Case 3 was treated with a resection of the fistulous tract, closure of the rectal orifice in a single layer, and bulbo-prostatic anastomosis with urethral rerouting around the left corpus cavernosum. MPSF was used as interposition flap and a temporary colostomy was done. The patient is free from fistulous recurrence 12 months after closure of the colostomy. He has stress urinary incontinence and implantation of an AMS 800 urinary sphincter is pending.

This is the first report about the use of the de-epithelialized MPSF to treat RUF. Surgery was performed in 3 patients with complex RUF, and healing was achieved in all of them. Temporary colostomy was necessary in all 3 cases.

Several surgical repair techniques for RUF have been described, including transrectal (Parks per-anal rectal advancement flap and York-Mason trans-anorectal sphincter splitting approach), perineal, abdominal, and combined approaches [1]. It is recommended that in complex RUFs interposition flaps, such as dartos, gracilis muscle, tunica vaginalis, omentum, or bulbocavernosus muscle are used to avoid recurrence. Flaps of dartos, tunica vaginalis, or bulbocavernosus muscle are often too short and have limited volume to cover deep defects of tissue in the perineum. In these cases, gracilis flap or omentum are better options, which we have used in the past. The drawback of gracilis muscle is that it is quite rigid and bulky, what makes its adaptation to the created perineal space morphology after the resection of the fistula challenging. It also requires several incisions on the thigh, adds complexity to the surgical procedure, and is time consuming. Omentum is a great tissue for interposition but requires a combined abdominoperineal approach and in some patients with a previous abdominal surgery may not be easily available. The MPSF is a less complex procedure that allows excellent access to the bulbar urethra and the surgical plane between rectum and prostate. It does not require a separate incision for the flap harvesting procedure. The interposition flap includes well vascularized subcutaneous fat tissue by distal vascular branches of the internal pudendal vessels that, without tension, reaches the deep perineum up to the posterior bladder neck. It is elastic, has enough volume to adapt, and ideal for the space created between the anterior rectal wall and the prostatic urethra or bladder neck. Based on our successful experience, MPSF is our choice as interposition flap for all our perineal RUF repairs.

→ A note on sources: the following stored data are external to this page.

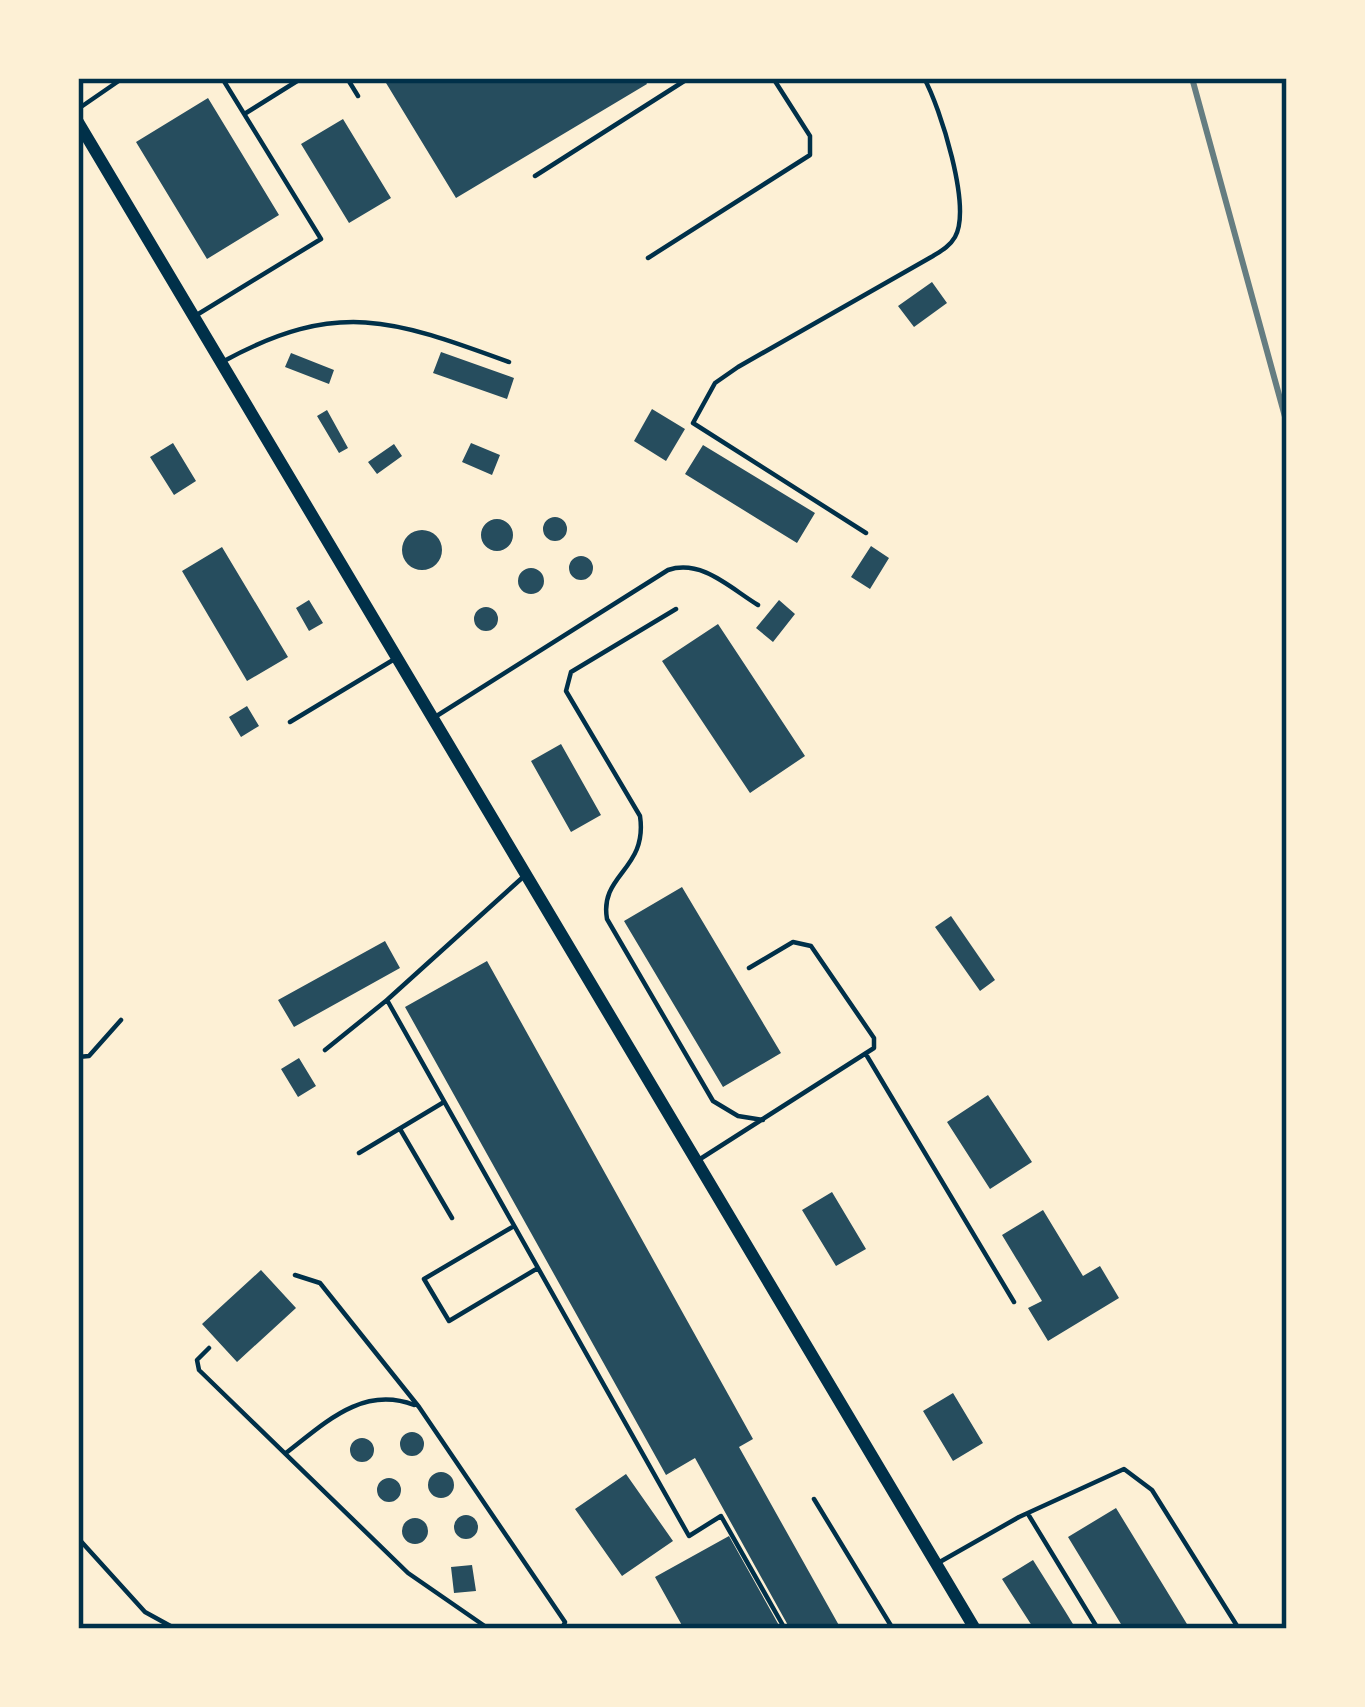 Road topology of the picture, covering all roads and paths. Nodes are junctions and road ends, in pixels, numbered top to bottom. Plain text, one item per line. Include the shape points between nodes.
1 (123, 78) edge
2 (222, 78) edge
3 (302, 78) edge
4 (347, 78) edge
5 (689, 78) edge
6 (773, 78) edge
7 (924, 78) edge
8 (358, 96) dead end
9 (78, 109) edge
10 (244, 114) junction
11 (78, 122) edge
12 (535, 176) dead end
13 (648, 258) dead end
14 (195, 316) junction
15 (223, 362) junction
16 (509, 362) dead end
17 (866, 533) dead end
18 (758, 605) dead end
19 (676, 610) dead end
20 (399, 657) junction
21 (435, 717) junction
22 (290, 722) dead end
23 (526, 874) junction
24 (749, 968) dead end
25 (387, 1000) junction
26 (121, 1020) dead end
27 (325, 1050) dead end
28 (866, 1056) junction
29 (78, 1057) edge
30 (444, 1102) junction
31 (763, 1120) junction
32 (400, 1129) junction
33 (359, 1154) dead end
34 (695, 1162) junction
35 (452, 1217) dead end
36 (514, 1226) junction
37 (538, 1268) junction
38 (295, 1275) dead end
39 (1014, 1302) dead end
40 (209, 1348) dead end
41 (419, 1407) junction
42 (284, 1455) junction
43 (814, 1499) dead end
44 (1028, 1514) junction
45 (78, 1538) edge
46 (937, 1564) junction
47 (176, 1629) edge
48 (489, 1629) edge
49 (562, 1629) edge
50 (785, 1629) edge
51 (893, 1629) edge
52 (975, 1629) edge
53 (1098, 1629) edge
54 (1239, 1629) edge

1 - 9 lane
2 - 10 lane
3 - 10 lane
4 - 8 lane
5 - 12 lane
6 - 13 lane via 810,136 810,155
7 - 17 lane via 949,149 956,237 715,383 693,423
10 - 14 lane via 321,239
11 - 14 street
14 - 15 street
15 - 16 lane via 285,331 337,320 422,330
15 - 20 street
18 - 21 lane via 704,570 668,570
19 - 31 lane via 571,672 566,691 640,816 639,850 609,887 607,919 713,1101
20 - 21 street
20 - 22 lane
21 - 23 street
23 - 25 lane
23 - 34 street
24 - 28 lane via 793,942 811,946 874,1038
25 - 27 lane
25 - 30 lane
26 - 29 lane
28 - 31 lane
28 - 39 lane
30 - 32 lane
30 - 36 lane
31 - 34 lane
32 - 33 lane
32 - 35 lane
34 - 46 street
36 - 37 lane
36 - 37 lane via 424,1280 449,1321
37 - 50 lane via 688,1536 721,1516
38 - 41 lane via 320,1283
40 - 42 lane via 196,1360 199,1370
41 - 42 lane via 372,1399
41 - 49 lane via 565,1622
42 - 48 lane via 408,1573
43 - 51 lane
44 - 46 lane
44 - 53 lane
44 - 54 lane via 1109,1474 1135,1473
45 - 47 lane via 145,1612
46 - 52 street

The MPSF is a time efficient procedure that allows excellent access to the bulbar urethra and to the surgical plane between rectum and prostate. It does not require a separate incision for the interposition flap harvesting procedure when required.

This research complied with the guidelines for human studies and was conducted ethically in accordance with the World Medical Association Declaration of Helsinki. This study protocol was reviewed and approved by (Comité de Ética de la Investigación con medicamentos del Hospital Universitario La Paz), approval number (Código HULP PI-5703). Written informed consent was obtained from patients for publication of the details of their medical case and any accompanying images.

The authors have no conflicts of interest to declare.

No funding was used for this study.

No co-authors. Luis Martínez-Piñeiro as one author is responsible for:

• Substantial contributions to the conception or design of the work, the acquisition, analysis, and interpretation of data for the work

• Drafting the work and reviewing it critically for important intellectual content

• Final approval of the version to be published

• Agreement to be accountable for all aspects of the work in ensuring that questions related to the accuracy or integrity of any part of the work are appropriately investigated and resolved.

All data generated or analyzed during this study are included in this article. Further inquiries can be directed to the corresponding author and will be readily available to editors, reviewers, and readers without unnecessary restriction wherever possible.